CEO TikTok Shou Zi Chew mengatakan kepada The Wall Street Journal bahwa, jika ByteDance yang berbasis di Beijing, China menjual TikTok, itu tidak akan memberikan lebih banyak perlindungan data di luar proyek yang sudah dikerjakannya. TikTok telah berjanji untuk melindungi data pengguna AS dari China dengan merutekannya melalui server Oracle domestik dan menerapkan perlindungan lain, seperti pengawasan pihak ketiga terhadap algoritme aplikasi.
Di AS, undang-undang yang diperkenalkan di Kongres akan memberi Presiden AS Joe Biden wewenang untuk melarang TikTok berdasarkan Undang-Undang Kekuatan Ekonomi Darurat Internasional. Gedung Putih pekan lalu mengisyaratkan dukungannya terhadap RUU tersebut.

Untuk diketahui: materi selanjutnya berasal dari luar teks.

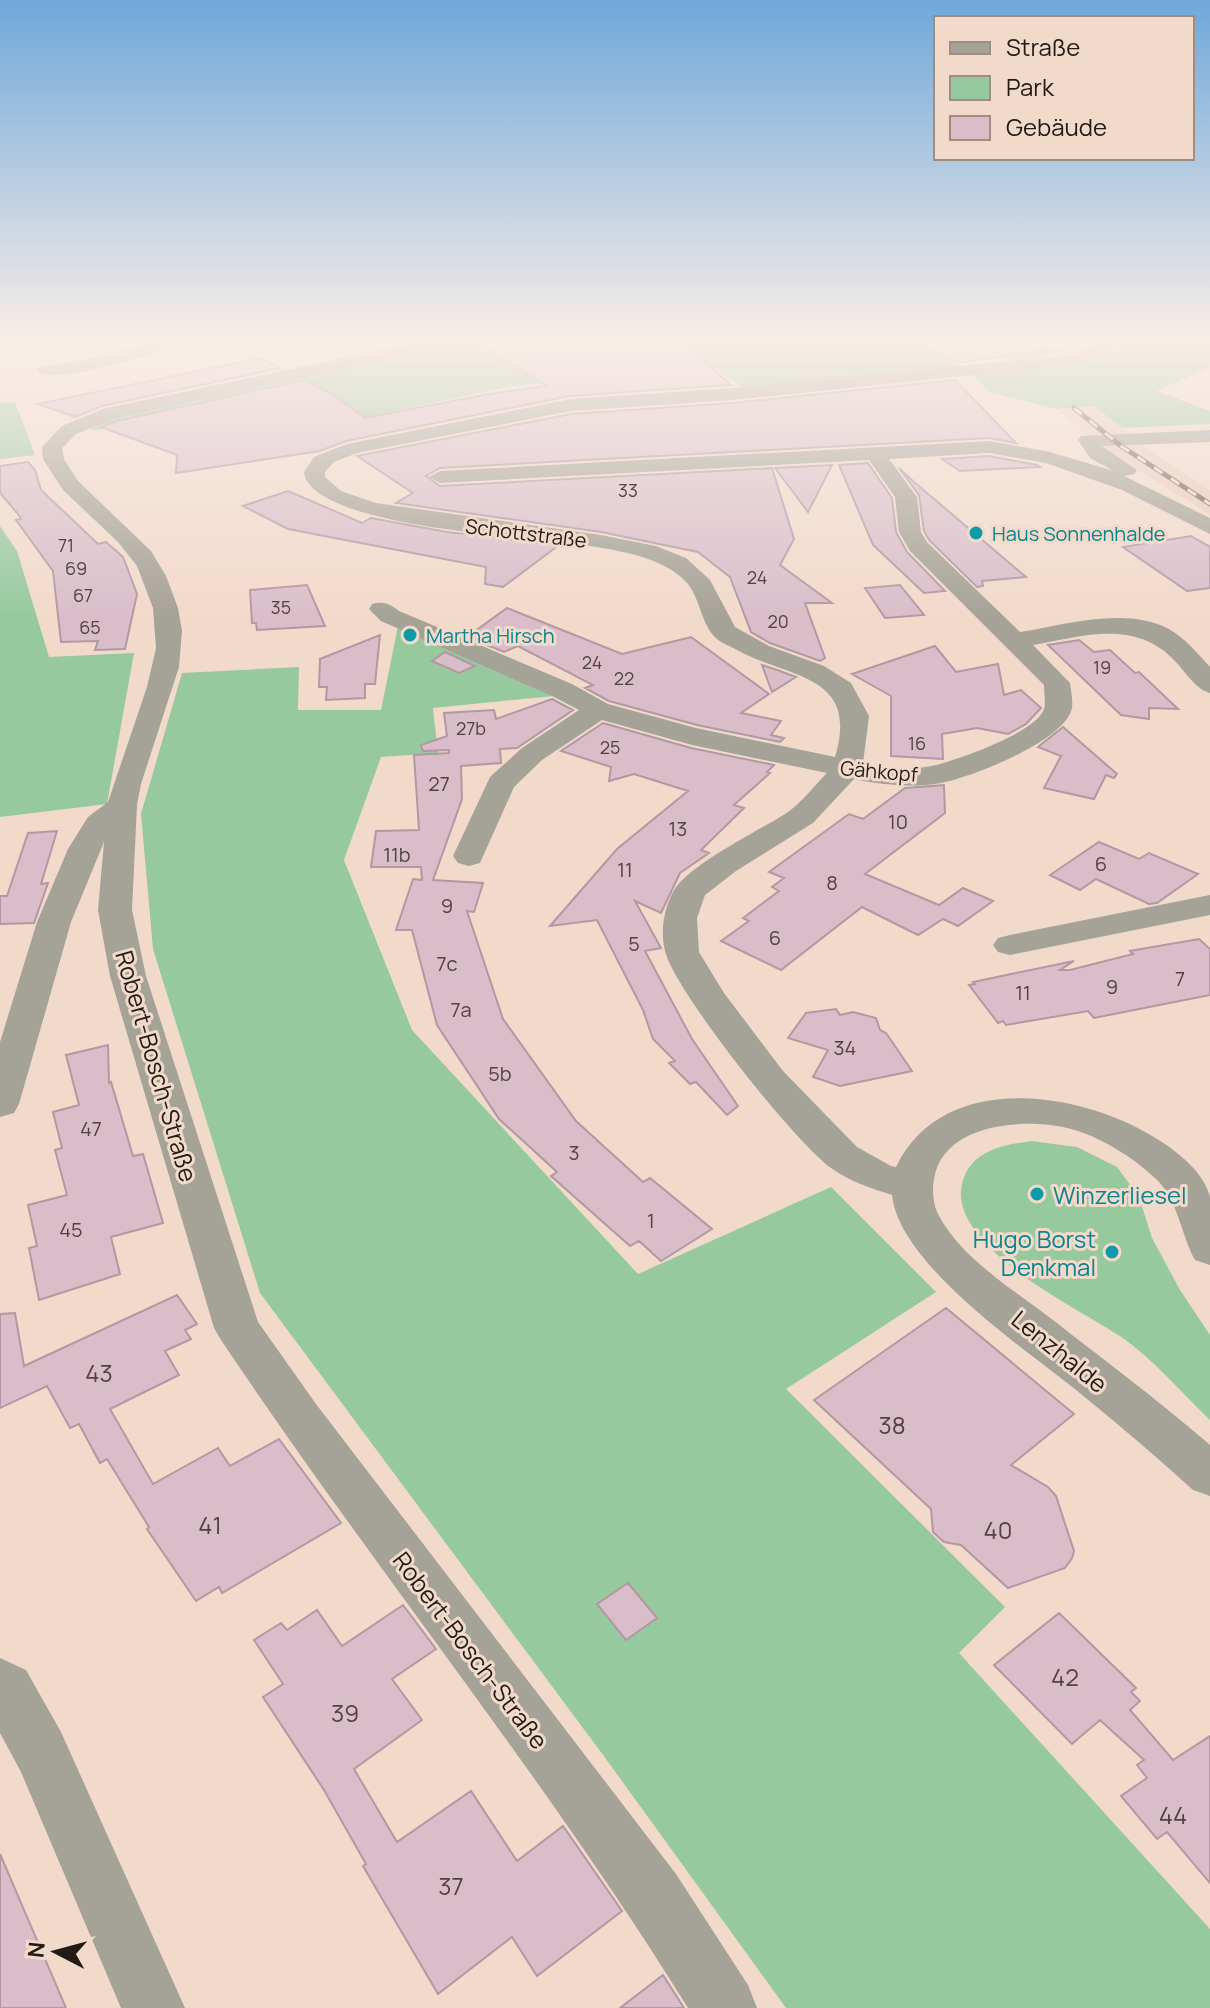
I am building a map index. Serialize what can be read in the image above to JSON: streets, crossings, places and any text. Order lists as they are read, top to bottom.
{
  "streets": {
    "street": [
      "Schottstraße",
      "Gähkopf",
      "Robert-Bosch-Straße",
      "Lenzhalde"
    ]
  },
  "crossings": [
    ["Schottstraße", "Gähkopf"]
  ],
  "places": [
    "Haus Sonnenhalde",
    "Martha Hirsch",
    "Winzerliesel",
    "Hugo Borst Denkmal"
  ],
  "house_numbers": [
    "33",
    "71",
    "69",
    "24",
    "67",
    "35",
    "20",
    "65",
    "24",
    "19",
    "22",
    "27b",
    "16",
    "25",
    "27",
    "10",
    "13",
    "11b",
    "6",
    "11",
    "8",
    "9",
    "6",
    "5",
    "7c",
    "7",
    "9",
    "11",
    "7a",
    "34",
    "5b",
    "47",
    "3",
    "1",
    "45",
    "43",
    "38",
    "41",
    "40",
    "42",
    "39",
    "44",
    "37"
  ],
  "legend": ["Straße", "Park", "Gebäude"],
  "north": "left"
}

CEO TikTok Shou Zi Chew, yang ditunjuk oleh ByteDance untuk peran tersebut pada April 2021, dijadwalkan untuk hadir pada 23 Maret di hadapan Komite Energi dan Perdagangan DPR untuk memberikan kesaksian tentang privasi konsumen dan praktik keamanan data TikTok.
Ini bukan pertama kalinya politisi Amerika mencoba melarang TikTok. Di masa kepemimpinan Presiden Donald Trump, di bulan-bulan terakhir masa jabatannya sebagai presiden AS, mengeluarkan perintah eksekutif yang mengancam akan melarang TikTok di negara tersebut kecuali ByteDance menjual saham pengendali di TikTok kepada investor Amerika.

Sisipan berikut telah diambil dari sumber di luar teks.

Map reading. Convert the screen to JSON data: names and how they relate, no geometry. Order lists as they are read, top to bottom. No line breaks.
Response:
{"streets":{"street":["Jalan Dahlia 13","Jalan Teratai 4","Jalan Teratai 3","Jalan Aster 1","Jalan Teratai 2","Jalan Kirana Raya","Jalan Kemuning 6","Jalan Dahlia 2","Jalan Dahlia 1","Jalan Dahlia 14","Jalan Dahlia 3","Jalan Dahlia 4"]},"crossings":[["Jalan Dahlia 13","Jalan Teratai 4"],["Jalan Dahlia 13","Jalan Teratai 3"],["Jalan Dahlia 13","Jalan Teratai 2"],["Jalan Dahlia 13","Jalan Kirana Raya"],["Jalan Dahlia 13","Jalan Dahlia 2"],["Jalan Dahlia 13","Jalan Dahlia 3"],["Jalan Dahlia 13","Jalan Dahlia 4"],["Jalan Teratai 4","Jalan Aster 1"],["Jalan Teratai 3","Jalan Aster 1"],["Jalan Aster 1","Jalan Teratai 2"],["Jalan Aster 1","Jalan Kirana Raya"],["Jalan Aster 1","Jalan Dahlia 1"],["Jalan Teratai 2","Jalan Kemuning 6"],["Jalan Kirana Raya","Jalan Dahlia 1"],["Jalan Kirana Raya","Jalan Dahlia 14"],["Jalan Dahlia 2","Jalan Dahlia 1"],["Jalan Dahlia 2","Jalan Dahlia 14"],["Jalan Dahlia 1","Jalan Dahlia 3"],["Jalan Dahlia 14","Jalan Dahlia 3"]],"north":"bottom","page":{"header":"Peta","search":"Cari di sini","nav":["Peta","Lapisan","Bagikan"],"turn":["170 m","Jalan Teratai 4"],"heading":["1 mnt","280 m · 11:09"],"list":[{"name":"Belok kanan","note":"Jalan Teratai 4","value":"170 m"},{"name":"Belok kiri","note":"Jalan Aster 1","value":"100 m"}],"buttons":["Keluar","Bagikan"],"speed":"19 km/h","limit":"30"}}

Namun, Pengadilan Federal AS memblokir perintah Trump tersebut. Lantas pada Juni 2021, Joe Biden secara resmi mencabut perintah eksekutif Trump yang berusaha melarang TikTok sambil meluncurkan penyelidikan terhadap aplikasi yang memiliki hubungan dengan "musuh asing" yang dapat menimbulkan risiko keamanan nasional atau privasi data.
TikTok, pertama kali diluncurkan pada tahun 2016, memasukkan aplikasi pendahulu Musical.ly setelah ByteDance mengakuisisi perusahaan tersebut. Kepemilikan TikTok di China telah membuat pemerintah di seluruh dunia mewaspadai aplikasi tersebut. India, misalnya, pada 2020 memblokir TikTok dan aplikasi China lainnya di negara tersebut.
Dalam upaya untuk mengatasi kekhawatiran Pemerintah AS, TikTok melalui Project Texas, membentuk divisi keamanan data yang berbasis di AS dan memiliki perjanjian dengan Oracle untuk menyimpan data aplikasi pengguna di AS kemampuan untuk meninjau kode aplikasi dan server serta membuat dewan pengawas untuk divisi keamanan AS (yang tidak tunduk pada kontrol ByteDance) yang terdiri dari tiga anggota yang akan disaring oleh CFIUS.
Menurut pengakuan TikTok sendiri, karyawan ByteDance telah menggunakan TikTok untuk memata-matai warga Amerika Serikat. Pada Desember 2022 kemarin, ByteDance mengatakan bahwa empat karyawannya melanggar kebijakan perusahaan dengan mengakses data pengguna TikTok AS secara tidak tepat, termasuk dua jurnalis, dalam upaya melacak sumber kebocoran informasi.
ByteDance menyatakan telah memecat keempat karyawannya tersebut, dua berbasis di AS dan dua di China. Investigasi internal ByteDance menemukan bahwa karyawan tersebut telah mengakses alamat internet dan data lain dari dua reporter AS melalui akun TikTok mereka untuk menentukan perkiraan lokasi mereka, dalam upaya untuk melihat apakah jurnalis tersebut sedang melakukan investigasi kepada staf ByteDance lainnya.